Long flowing dresses topped with spaghetti straps all have a unique tie-dye pattern that are reminiscent of watercolor paintings.
All of the collections pieces are designed by them, hand dyed by them, and they make the patterns by hand, with muslin, the old fashioned way at the table, no computer.
July 2013 - Elle Heiligenstein - Mixed Media/ Recycled Objects
Elle's "Characters" - are fun, whimsical pieces of art made from very mundane materials with unique personalities all their own. They are modeled around people and animals and viewing them you can definitely envision them living in a magical place somewhere. A pool ball becomes a head, a brownie camera, a body, old wrenches, arms, cookie cutters, feet. They are "Fine Art For The Young At Heart."
Solder, nuts and bolts and a blend of adhesives keep all of the pieces together building the Character, then acrylic paint to apply embellishments gives them even more personality and individuaism. Each is a unique, one of a kind work that will never be duplicated.
June 2013 - Rebecca Hungerford - Contemporary Pewter
What is exciting about the work of Rebecca Hungerford is that she takes this modest metal and creates exciting contemporary objects. It is not your great-grandmother's pewter! Her long apprenticeship of creating traditional pieces has led to her current work, amazingly modern objects that push the boundaries of the materials and imagination.
Who knew pewter could be organic and feminine? Rebecca's enchantment with the medium, plus the hammering, soldering, welding, etching and engraving the pewter yields exactly that.
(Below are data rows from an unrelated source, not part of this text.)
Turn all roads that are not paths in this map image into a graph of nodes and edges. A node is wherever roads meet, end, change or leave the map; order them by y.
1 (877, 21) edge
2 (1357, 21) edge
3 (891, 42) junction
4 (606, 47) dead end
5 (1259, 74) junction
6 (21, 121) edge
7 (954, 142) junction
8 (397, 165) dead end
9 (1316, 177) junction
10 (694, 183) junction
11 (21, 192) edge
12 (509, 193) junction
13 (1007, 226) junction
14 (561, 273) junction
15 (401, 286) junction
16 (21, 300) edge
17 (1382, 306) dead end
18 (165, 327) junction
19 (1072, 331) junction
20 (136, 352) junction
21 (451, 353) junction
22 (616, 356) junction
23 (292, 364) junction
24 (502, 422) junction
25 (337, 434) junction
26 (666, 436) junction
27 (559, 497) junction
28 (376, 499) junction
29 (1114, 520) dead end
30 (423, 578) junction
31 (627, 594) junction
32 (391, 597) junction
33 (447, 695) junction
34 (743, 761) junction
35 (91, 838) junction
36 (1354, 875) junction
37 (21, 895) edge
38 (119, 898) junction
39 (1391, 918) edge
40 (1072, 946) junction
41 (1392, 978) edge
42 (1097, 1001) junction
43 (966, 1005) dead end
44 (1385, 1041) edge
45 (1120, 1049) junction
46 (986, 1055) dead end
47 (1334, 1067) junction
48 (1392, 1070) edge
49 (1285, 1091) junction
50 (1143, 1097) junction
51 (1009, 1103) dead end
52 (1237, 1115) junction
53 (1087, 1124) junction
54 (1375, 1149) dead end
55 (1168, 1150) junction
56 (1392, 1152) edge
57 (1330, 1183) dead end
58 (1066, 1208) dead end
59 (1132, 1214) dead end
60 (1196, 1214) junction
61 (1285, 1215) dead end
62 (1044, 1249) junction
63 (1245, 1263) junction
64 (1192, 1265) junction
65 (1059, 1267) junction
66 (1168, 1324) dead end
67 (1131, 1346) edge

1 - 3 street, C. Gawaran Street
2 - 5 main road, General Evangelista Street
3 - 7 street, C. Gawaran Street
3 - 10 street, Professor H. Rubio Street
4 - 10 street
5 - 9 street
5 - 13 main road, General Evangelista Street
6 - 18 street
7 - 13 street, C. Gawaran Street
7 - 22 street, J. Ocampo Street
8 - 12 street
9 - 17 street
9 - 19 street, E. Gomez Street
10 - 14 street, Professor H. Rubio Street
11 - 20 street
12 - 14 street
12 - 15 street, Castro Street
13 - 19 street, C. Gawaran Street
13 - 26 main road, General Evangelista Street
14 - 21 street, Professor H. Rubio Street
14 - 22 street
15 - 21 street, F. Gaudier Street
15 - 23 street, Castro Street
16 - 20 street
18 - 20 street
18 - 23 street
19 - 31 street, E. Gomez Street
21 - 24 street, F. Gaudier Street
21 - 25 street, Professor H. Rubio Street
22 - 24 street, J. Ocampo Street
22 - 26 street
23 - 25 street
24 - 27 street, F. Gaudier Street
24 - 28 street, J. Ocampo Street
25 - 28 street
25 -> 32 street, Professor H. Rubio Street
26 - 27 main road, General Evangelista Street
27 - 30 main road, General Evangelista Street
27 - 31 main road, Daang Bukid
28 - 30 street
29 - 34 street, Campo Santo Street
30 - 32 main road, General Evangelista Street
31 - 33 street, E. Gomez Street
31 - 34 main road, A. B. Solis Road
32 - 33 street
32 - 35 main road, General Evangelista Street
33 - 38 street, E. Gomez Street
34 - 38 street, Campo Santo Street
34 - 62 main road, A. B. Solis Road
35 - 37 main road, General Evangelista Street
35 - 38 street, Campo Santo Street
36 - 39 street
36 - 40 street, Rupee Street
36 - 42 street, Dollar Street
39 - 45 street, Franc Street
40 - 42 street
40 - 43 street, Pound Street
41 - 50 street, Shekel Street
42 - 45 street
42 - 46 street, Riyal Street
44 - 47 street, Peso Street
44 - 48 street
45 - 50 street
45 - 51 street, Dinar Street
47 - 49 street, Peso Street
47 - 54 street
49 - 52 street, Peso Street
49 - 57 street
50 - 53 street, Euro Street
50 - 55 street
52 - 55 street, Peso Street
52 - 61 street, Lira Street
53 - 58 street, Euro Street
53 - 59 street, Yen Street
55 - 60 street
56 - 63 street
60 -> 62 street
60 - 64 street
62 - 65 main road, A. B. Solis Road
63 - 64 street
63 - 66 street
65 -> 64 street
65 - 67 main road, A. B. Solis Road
She loves to color it and add pearls and semi-precious stones to it and describes it as "jewelry for your home."
April 2013 - Archie Smith - Wooden Musical Instruments
Archie Smith's mission is to create museum quality instruments in which the visual beauty of the wood, the haunting sound of the strings, and the subtle feel of the vibrating wood combine to offer multisensory stimulation.
These one-of-a-kind instruments are not only functional but are works of art created to be heirlooms that will give pleasure and joy of art and music to following generations.
In the tradition and spirit of the fine Old World Craftsmen, he works alone with woods with “character” that “tell” you that they want to be part of an instrument and sing.
March 2013 - C. L. Cunningham - Mixed Media
Cunningham's mixed media drawing involves the intricate layering and mixing of 28 different materials, including graphite, colored pencil, gouache, iridescent pastel, crushed and pulverized glass and school chalk applied to handmade watercolor paper.
Self taught, Cunningham considers this effort, plus an ongoing study of art history, the most valuable training available in addition to countless hours of actual work. She describes such discipline as "...the clarity of experience."
January 2013 - Geoff Coe - Photography
A former freelance commercial photographer and photography columnist, Geoff's move to Florida changed his life. Kayaking in the quiet rivers near his home in Florida he became fascinated by the behavior and beauty of the birds.
After loading his expensive camera and telephoto lens into a kayak he spends his hours shooting, then researching the species and dreaming of the next quiet morning when the next great photo will appear before him.
November 2012 - Leslie Emery - Painting
Leslie's current work is reverse painting on sheets of acrylic, a technique she developed after years of using acrylic as a palette. Looking at the old palette at the layers of paing she was pleased by the clarity of the color as it came through. Not just in terms of the actual physicalness of painting, which is part of it, but what happened visually when the paint was dry. This view enabled her to break out into a completely different way of painting.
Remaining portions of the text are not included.